Features

March 8, 2010: Top customer service tools of the trade

The repeat customer, never one to be taken lightly, has reached a new zenith. They are king, or queen, in a sputtering economy.
They have risen to the status of dealership nobility as manufacturers and dealerships alike size up their shrunken marketing budgets and ask the question: Who do I target with what I have available?
At the same time, word of mouth has become gold. The ability to do business and then build on it by profiting on a former customer experience is priceless.
In such an environment, the best customer service dealerships take on added prosperity. And with this exclusive view of some of the industry’s top customer service dealerships, also added acclaim.
But this Focus section isn’t about rankings. It’s more about revelations. It’s about how dealers who have performed at an incredibly high customer service level have performed at such high levels. What they do that’s potentially different, but more importantly memorable to the consumer.
To accomplish this, Powersports Business has worked with three industry partners to find some of the best customer service dealerships in the United States. In the eye of the consumer, the elite dealers.
Because this task was confined to three partners that do not encompass the entire industry, it is not meant to be an industry-wide ranking. It defines what “elite dealers” do, but it does not attempt to define who the best of the best is. We’ll leave that for another time and place.
For now, with the spring selling season upon us, we believe defining what consumer service approaches and methods the elite dealers use is of paramount importance. If the industry at-large can mirror what some of the elite dealers do day in and day out, then the chance for us as a whole to capture more of the consumer disposable income is only heightened.
So what does an elite dealer do that makes them, in the eye of the consumer, that much better than the store down the street? Part of it simply comes down to the environment of the dealership, or what one elite dealer describes as the “Cheers” effect.

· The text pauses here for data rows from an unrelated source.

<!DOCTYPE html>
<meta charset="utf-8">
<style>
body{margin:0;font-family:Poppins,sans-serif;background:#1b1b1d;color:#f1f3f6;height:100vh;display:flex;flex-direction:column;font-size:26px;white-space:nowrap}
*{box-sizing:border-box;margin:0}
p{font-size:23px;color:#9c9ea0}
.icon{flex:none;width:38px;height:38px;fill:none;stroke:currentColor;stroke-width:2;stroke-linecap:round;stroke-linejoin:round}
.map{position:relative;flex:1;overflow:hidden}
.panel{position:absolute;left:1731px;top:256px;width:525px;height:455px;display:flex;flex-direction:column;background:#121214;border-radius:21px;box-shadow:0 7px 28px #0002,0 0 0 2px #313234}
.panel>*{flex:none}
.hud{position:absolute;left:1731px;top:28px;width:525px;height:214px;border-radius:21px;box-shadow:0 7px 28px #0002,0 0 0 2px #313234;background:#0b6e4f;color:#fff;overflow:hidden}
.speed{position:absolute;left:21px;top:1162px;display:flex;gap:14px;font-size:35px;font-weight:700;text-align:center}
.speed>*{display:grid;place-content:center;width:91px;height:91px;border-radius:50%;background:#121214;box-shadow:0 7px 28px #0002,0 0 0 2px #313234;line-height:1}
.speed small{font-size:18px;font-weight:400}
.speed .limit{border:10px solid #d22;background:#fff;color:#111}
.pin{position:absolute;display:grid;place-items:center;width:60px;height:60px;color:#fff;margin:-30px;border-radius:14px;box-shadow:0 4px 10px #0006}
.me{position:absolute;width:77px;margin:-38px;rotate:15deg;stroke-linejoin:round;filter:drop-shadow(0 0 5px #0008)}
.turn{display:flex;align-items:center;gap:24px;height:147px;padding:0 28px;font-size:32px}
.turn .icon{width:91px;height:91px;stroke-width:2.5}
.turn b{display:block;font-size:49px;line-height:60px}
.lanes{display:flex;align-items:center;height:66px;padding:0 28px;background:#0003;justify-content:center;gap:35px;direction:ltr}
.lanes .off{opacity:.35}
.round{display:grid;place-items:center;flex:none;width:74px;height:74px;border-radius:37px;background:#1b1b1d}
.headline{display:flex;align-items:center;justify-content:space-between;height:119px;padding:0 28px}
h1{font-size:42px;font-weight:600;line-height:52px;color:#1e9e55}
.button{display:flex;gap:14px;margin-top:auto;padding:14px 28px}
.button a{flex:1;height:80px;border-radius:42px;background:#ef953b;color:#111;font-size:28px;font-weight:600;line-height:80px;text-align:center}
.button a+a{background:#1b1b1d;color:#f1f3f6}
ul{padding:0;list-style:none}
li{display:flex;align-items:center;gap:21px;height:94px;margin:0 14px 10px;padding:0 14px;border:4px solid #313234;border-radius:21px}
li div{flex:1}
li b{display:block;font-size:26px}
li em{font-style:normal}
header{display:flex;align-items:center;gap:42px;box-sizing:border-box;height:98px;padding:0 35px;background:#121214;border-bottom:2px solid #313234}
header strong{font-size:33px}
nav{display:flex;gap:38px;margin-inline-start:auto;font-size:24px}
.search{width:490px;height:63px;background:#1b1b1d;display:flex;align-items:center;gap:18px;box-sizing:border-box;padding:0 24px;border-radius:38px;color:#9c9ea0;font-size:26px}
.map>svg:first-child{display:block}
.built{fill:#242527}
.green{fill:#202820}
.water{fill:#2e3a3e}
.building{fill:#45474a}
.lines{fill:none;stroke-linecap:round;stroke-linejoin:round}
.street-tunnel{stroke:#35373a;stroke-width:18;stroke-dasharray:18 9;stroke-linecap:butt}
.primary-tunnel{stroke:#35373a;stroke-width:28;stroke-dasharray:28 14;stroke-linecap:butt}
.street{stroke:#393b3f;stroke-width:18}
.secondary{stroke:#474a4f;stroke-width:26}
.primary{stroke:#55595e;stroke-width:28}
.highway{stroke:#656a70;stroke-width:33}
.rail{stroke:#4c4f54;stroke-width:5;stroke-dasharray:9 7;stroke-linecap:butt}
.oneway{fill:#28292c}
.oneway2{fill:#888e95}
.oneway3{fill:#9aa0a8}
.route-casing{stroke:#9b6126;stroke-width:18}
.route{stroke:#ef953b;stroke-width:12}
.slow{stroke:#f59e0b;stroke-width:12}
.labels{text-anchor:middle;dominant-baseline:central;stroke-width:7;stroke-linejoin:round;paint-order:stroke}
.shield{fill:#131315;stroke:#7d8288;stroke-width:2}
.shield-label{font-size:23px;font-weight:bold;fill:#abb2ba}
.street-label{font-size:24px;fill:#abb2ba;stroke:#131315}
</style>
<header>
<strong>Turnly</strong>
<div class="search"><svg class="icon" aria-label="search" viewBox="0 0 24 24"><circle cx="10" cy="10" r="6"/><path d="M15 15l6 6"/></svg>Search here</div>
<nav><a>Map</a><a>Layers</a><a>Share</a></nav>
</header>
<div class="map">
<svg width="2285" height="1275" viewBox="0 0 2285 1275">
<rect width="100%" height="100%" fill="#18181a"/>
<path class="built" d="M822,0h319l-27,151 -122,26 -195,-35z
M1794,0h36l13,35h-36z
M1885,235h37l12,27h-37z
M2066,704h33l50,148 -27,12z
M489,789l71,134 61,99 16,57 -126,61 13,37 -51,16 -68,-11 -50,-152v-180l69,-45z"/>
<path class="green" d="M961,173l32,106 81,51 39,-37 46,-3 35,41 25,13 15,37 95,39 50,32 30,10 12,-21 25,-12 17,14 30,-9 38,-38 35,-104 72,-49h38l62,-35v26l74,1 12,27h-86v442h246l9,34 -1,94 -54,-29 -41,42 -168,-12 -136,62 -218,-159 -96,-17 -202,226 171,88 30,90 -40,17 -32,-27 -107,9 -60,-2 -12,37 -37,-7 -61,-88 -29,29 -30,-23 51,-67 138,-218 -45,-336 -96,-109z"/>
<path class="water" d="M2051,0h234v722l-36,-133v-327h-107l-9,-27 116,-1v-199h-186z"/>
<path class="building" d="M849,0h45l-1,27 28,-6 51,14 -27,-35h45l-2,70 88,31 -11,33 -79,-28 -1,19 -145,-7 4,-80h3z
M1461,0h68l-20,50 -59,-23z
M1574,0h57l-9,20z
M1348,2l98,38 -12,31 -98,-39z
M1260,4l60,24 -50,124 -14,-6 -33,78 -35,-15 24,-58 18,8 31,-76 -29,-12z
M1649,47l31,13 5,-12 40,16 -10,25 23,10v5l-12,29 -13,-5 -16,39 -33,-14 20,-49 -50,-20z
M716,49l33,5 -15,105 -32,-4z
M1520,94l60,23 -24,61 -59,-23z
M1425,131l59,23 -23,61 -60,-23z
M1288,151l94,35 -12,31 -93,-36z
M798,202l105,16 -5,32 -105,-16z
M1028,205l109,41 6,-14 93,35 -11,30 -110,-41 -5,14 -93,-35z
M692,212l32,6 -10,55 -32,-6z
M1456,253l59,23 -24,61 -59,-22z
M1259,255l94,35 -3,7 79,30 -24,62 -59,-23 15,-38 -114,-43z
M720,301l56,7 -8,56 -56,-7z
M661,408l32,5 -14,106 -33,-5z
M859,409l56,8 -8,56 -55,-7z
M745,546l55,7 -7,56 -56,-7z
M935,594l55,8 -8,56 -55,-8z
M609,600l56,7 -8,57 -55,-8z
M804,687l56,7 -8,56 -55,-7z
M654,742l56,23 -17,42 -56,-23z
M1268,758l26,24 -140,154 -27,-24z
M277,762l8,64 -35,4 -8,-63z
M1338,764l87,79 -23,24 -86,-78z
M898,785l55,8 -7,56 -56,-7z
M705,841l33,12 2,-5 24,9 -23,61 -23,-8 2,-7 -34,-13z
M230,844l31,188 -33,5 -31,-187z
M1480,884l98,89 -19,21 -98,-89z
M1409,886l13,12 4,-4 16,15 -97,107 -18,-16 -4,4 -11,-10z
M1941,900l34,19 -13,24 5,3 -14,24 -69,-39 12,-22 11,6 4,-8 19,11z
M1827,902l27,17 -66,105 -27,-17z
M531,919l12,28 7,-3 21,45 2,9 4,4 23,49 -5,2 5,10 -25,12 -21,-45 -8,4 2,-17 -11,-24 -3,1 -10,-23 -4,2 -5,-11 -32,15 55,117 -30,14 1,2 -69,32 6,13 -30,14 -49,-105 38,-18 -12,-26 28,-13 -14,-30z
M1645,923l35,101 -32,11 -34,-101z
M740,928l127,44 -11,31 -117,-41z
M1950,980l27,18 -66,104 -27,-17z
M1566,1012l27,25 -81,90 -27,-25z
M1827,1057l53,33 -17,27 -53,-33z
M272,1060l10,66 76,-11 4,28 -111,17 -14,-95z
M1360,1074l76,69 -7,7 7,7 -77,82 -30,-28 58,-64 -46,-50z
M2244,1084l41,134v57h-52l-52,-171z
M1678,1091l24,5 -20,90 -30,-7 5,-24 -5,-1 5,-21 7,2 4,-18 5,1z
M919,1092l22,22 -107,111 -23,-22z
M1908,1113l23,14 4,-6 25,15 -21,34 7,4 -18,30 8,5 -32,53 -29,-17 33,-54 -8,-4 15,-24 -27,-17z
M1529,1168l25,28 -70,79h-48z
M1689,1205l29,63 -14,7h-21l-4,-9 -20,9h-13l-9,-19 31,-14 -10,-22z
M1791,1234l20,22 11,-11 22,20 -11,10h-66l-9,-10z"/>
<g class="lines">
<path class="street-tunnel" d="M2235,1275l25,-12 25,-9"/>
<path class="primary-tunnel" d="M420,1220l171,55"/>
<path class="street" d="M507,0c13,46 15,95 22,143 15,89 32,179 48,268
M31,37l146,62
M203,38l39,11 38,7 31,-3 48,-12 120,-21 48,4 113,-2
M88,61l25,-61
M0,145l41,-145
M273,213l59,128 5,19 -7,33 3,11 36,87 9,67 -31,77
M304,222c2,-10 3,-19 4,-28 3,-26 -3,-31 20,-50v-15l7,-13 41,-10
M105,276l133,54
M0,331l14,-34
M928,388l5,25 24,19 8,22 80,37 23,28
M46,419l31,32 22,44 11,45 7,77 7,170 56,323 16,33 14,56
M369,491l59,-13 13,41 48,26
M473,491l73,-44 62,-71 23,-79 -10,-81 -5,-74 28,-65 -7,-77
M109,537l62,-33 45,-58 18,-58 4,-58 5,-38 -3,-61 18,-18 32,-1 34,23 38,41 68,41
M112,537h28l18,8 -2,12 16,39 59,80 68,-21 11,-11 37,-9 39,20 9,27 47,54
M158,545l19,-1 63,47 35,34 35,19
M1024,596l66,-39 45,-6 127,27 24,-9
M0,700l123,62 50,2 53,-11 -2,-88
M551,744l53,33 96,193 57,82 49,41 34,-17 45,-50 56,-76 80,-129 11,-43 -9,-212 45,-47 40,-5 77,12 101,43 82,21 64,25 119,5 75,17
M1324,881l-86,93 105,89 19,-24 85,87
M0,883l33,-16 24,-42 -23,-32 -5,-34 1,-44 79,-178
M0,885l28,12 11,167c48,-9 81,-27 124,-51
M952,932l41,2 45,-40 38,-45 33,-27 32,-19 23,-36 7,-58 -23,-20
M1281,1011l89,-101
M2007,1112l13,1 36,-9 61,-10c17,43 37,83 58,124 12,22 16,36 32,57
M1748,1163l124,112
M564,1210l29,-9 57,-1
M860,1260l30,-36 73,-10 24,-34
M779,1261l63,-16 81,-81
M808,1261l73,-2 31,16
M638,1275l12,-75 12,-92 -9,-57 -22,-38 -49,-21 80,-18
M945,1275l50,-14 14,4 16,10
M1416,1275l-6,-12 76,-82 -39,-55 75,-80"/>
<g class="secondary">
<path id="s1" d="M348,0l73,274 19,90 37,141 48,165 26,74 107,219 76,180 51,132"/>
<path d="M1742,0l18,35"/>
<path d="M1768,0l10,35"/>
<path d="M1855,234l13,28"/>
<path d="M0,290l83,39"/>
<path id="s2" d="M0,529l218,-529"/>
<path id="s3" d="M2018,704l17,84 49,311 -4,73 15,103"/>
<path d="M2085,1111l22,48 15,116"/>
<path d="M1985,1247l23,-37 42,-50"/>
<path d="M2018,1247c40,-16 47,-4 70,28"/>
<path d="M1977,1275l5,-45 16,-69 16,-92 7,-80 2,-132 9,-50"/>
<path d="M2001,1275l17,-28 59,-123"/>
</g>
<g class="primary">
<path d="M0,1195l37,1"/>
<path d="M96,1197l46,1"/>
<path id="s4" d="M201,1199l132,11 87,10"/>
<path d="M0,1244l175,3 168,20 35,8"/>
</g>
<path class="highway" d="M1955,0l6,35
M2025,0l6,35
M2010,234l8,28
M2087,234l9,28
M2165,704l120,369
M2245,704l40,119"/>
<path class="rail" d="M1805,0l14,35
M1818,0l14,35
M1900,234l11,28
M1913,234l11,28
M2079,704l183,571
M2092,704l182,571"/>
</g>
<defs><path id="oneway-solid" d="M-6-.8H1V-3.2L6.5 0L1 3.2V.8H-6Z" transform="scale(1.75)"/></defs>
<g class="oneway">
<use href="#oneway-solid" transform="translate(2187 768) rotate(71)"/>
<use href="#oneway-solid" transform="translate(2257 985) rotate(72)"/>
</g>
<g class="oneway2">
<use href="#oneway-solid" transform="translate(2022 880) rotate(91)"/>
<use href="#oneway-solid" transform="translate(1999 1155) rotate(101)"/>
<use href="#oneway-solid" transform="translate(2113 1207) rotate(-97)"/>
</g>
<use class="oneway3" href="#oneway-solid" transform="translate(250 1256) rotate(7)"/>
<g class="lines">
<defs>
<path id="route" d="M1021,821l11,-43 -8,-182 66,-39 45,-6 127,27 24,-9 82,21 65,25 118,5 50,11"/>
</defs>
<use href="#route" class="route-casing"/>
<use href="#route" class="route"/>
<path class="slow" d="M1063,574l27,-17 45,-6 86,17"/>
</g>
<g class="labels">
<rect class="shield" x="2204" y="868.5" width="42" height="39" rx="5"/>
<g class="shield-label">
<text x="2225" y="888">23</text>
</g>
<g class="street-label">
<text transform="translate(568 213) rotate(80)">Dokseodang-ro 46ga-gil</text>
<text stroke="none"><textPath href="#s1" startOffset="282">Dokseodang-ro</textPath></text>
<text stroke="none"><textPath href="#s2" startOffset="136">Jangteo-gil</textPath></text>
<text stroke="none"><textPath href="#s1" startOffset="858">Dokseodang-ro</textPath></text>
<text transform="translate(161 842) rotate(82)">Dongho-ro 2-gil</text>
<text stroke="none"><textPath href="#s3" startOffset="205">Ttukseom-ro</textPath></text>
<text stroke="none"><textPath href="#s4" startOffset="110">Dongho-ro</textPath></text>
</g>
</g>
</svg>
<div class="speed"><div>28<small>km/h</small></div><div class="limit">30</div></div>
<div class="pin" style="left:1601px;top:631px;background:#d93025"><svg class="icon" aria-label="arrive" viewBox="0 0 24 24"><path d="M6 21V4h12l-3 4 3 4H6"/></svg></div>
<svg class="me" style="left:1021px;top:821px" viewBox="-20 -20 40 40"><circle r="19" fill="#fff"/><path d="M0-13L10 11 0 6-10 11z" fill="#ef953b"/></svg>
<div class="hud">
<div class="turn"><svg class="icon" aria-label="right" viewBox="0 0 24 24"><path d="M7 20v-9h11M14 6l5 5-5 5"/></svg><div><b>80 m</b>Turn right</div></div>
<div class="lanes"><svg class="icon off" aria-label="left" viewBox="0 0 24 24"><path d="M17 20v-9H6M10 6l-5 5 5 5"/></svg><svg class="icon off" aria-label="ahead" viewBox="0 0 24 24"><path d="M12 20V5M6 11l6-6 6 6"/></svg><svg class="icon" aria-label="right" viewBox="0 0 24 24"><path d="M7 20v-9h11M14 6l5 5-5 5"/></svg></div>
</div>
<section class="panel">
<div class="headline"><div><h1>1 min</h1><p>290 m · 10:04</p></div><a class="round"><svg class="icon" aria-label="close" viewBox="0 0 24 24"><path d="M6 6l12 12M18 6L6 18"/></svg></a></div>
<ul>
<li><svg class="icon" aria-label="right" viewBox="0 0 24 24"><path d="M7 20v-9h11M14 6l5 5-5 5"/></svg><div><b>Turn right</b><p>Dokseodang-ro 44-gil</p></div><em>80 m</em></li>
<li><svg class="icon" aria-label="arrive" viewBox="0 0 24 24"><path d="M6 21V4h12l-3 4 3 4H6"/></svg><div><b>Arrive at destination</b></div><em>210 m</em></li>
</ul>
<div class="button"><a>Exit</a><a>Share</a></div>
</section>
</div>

You know, where a middle-aged, somewhat overweight guy steps through the door and everybody shouts, “Norm!”
“It really is,” Keith Obermeyer, owner of Obermeyer Yamaha in Jasper, Ind., said of the importance of the store environment. “They’re plopping down at the parts counter, they’re ordering up parts and they’re talking about this and talking about that,” he said, before adding with a laugh. “There’s a lot whole lot of talk going on and some spending.”
But in all seriousness, Obermeyer, whose dealership is one of the elite stores featured in this Focus section, points to this consumer group as an incredibly key component of the industry right now. “Repeat customers are valuable right now,” he said. “I mean, they’re always valuable, but right now that seems like really all we’re seeing.”

Different standards
To highlight effective consumer service approaches that can really turn the profit needle, it only makes sense to find dealerships that have been given high marks by consumers. However, as in most things, there are conflicting opinions on what is the best way to approach consumers on grading dealership performance. Do you do so right after they purchase the unit and the dealer warranty registers it, so the dealership experience is fresh in their mind? Or do you wait a bit until after the “honeymoon period” is over and the consumer has a chance to really think about what happened in the sales process? Or is asking the buyer, who was obviously happy enough to make the purchase, less educational than actually interviewing a “prospect” and determining what could have them a buyer?
All three strategies have made their believers and naysayers, and all three methods are practiced in the industry. With this report, we did not want to identify the pros and cons of each method in hopes of finding a “winning” formula. Instead, we simply wanted to be able to identify top-scoring dealers from each of these consumer or prospect strategies and ask them how they achieved such high marks.
So Powersports Business approached three companies: Yamaha Motor Corp., American Suzuki Motor Corp. and Pied Piper Management Co. The latter conducts an annual national study that examines the effectiveness of the motorcycle industry’s retail sales force through the eyes of prospects. Yamaha and Suzuki, in contrast, use traditional CSI formats that differ in when and how often consumers are surveyed. Each of the three companies provided a list of dealers that have scored at an elite level for their particular scoring systems.

The place to go
The reality is too often much of the discussion revolving dealership performance grades as issued by consumers or prospects center around quirky judgment on the grader’s part. One of the elite dealers mentioned in this Focus section tells a story about getting a less than stellar score from a consumer who marked the dealership down for “the process of getting the vehicle in for service.” To many, that category suggests the effectiveness of the service writer or the dealership as a whole in setting the stage for the service work. To one customer, to this dealer’s dismay, it was much more literal. The customer graded the dealership poorly because he didn’t set his trailer hitch correctly and when he attempted to wheel a Rhino on his trailer, it promptly came off the ball and drove quite a gash into his truck’s tailgate. Thus, the dealer’s “process of getting the vehicle in for service” score was graded quite low. “If I teach them how to operate the trailer, maybe I ought to teach them defensive driving and how to buy groceries too,” the affected dealer said. “Where does it end?”
But with every such story, there are infinitely more that are not told about how a dealership performed a service so well and to such a satisfactory level that their store is now permanently ingrained in the consumer’s mind as “the” place to go.
It is with that thought — that priceless recipe for favorable word of mouth advertising — that we present this section of elite dealers and their highly thought of customer service and sales approaches.